== Segment start ==

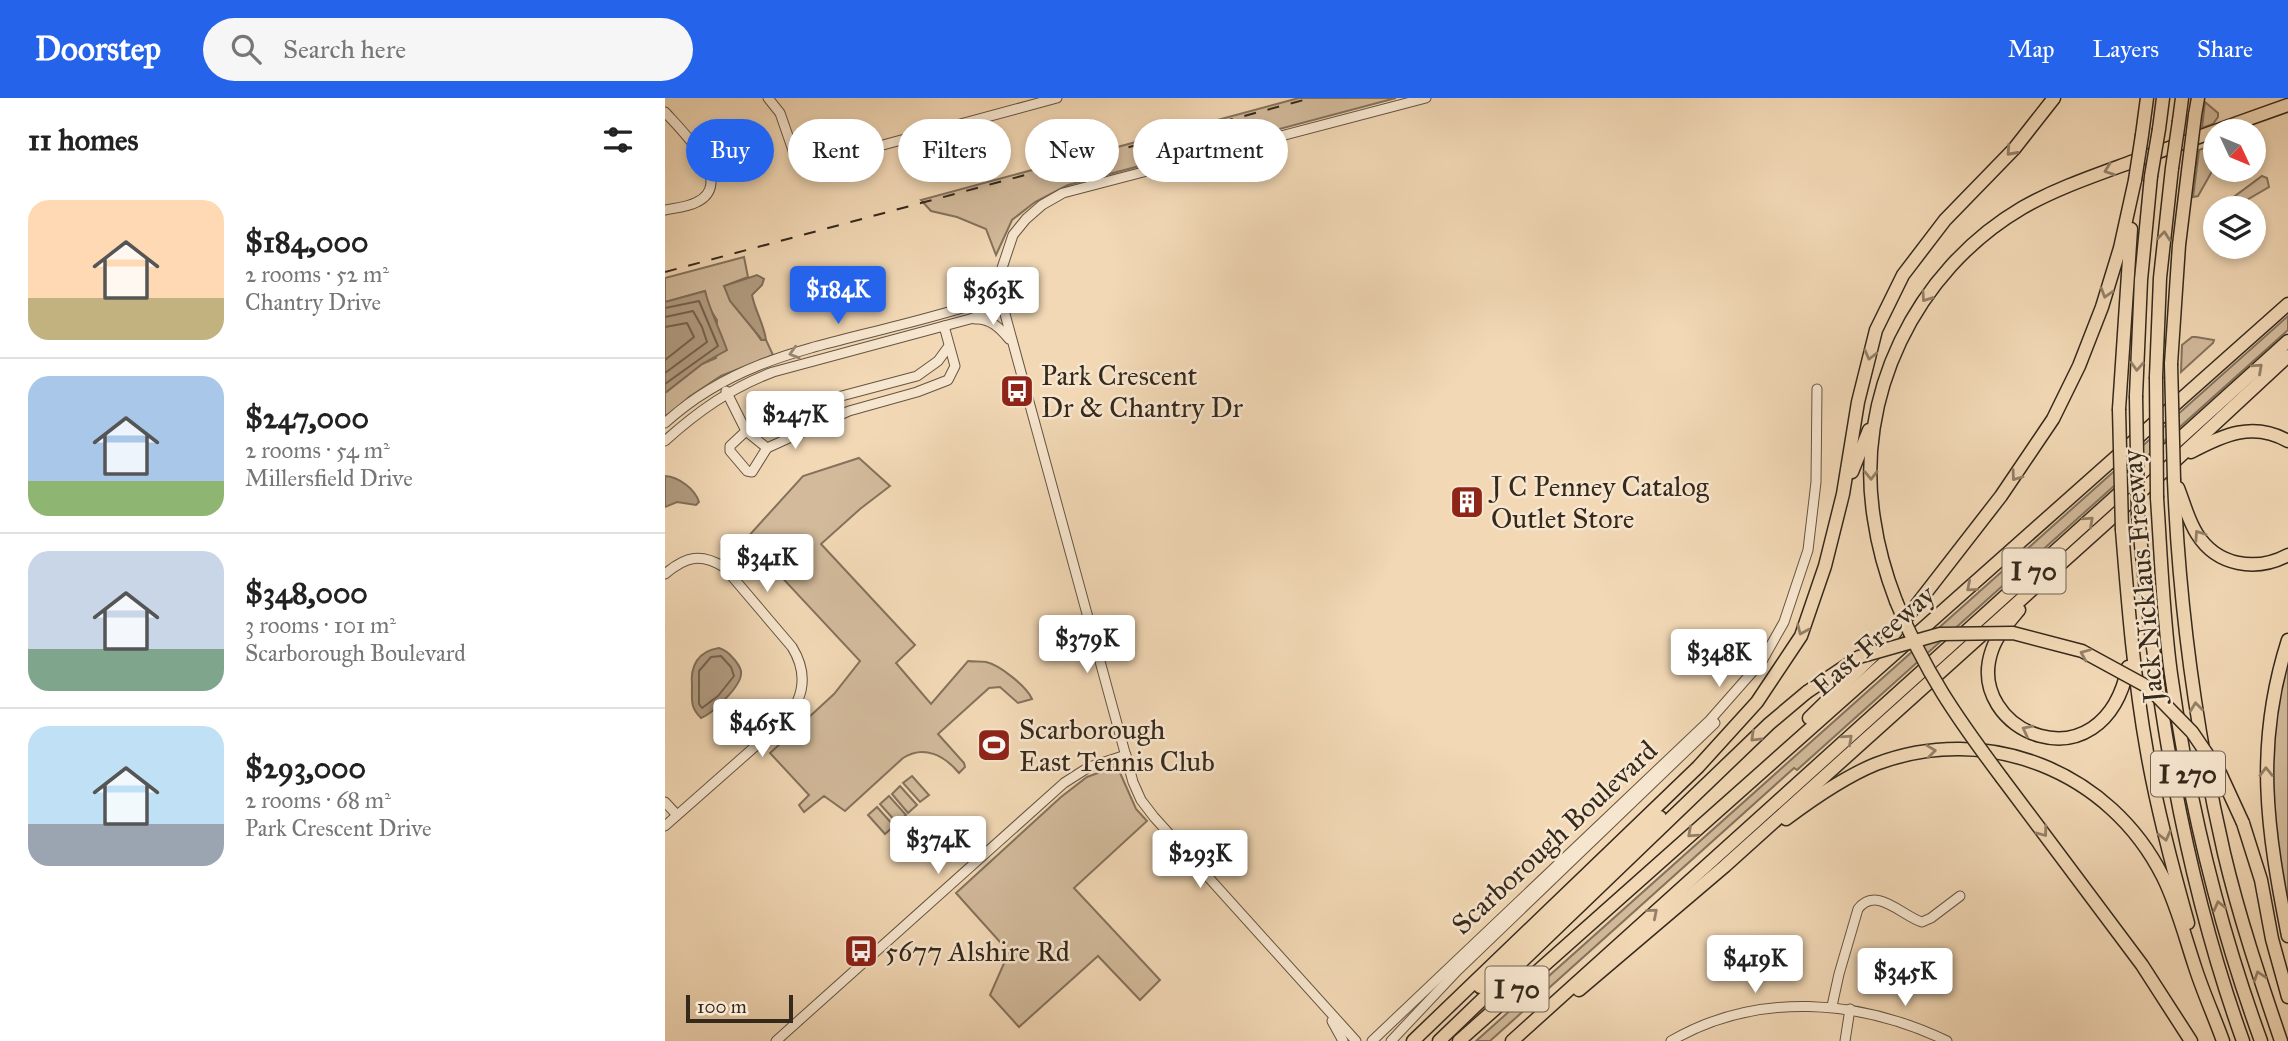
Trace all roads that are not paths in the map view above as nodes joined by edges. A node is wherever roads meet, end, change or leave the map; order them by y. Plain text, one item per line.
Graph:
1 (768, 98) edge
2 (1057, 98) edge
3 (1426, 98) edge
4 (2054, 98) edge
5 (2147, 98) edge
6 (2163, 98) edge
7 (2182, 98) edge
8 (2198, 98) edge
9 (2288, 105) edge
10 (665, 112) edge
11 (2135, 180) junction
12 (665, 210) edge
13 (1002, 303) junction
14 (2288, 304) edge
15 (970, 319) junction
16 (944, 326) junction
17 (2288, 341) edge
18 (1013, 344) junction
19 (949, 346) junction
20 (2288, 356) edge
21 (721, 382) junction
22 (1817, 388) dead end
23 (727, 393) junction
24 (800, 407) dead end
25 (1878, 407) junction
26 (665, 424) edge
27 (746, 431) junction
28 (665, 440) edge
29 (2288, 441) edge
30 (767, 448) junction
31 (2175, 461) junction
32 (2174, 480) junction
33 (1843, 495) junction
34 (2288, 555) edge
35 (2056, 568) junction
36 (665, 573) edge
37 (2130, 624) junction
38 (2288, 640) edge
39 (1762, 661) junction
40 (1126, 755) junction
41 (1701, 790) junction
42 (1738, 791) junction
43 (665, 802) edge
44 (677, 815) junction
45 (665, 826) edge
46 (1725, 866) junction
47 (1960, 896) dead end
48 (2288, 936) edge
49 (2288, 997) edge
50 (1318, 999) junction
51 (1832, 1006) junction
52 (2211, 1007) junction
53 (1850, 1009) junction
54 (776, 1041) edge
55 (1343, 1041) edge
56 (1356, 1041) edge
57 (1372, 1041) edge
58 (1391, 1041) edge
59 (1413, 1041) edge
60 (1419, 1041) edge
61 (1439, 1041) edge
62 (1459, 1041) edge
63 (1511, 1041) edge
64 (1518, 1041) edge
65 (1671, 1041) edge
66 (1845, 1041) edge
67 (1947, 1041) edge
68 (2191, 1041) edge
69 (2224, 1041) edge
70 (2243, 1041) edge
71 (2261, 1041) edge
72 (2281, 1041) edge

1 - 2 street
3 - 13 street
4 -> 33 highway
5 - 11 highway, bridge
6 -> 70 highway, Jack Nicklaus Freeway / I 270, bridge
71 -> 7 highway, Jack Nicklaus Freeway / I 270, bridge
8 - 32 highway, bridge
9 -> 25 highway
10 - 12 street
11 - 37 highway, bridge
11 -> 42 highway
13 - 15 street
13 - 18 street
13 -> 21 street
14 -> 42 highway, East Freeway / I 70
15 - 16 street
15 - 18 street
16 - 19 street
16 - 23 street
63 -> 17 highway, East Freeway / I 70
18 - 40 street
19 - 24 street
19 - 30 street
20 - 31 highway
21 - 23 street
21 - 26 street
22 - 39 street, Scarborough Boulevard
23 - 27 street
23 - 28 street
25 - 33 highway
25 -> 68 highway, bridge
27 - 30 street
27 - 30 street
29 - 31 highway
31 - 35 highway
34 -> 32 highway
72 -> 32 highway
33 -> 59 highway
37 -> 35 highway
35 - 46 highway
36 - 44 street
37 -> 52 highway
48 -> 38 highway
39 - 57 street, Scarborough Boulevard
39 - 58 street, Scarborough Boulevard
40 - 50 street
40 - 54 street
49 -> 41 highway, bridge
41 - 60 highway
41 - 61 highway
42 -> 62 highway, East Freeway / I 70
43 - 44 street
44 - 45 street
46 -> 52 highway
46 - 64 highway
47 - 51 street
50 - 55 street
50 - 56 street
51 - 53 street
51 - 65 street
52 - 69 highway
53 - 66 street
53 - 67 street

== Segment end ==

Identify each line of the material where the word "bridge" shows up, and copy it.

5 - 11 highway, bridge
6 -> 70 highway, Jack Nicklaus Freeway / I 270, bridge
71 -> 7 highway, Jack Nicklaus Freeway / I 270, bridge
8 - 32 highway, bridge
11 - 37 highway, bridge
25 -> 68 highway, bridge
49 -> 41 highway, bridge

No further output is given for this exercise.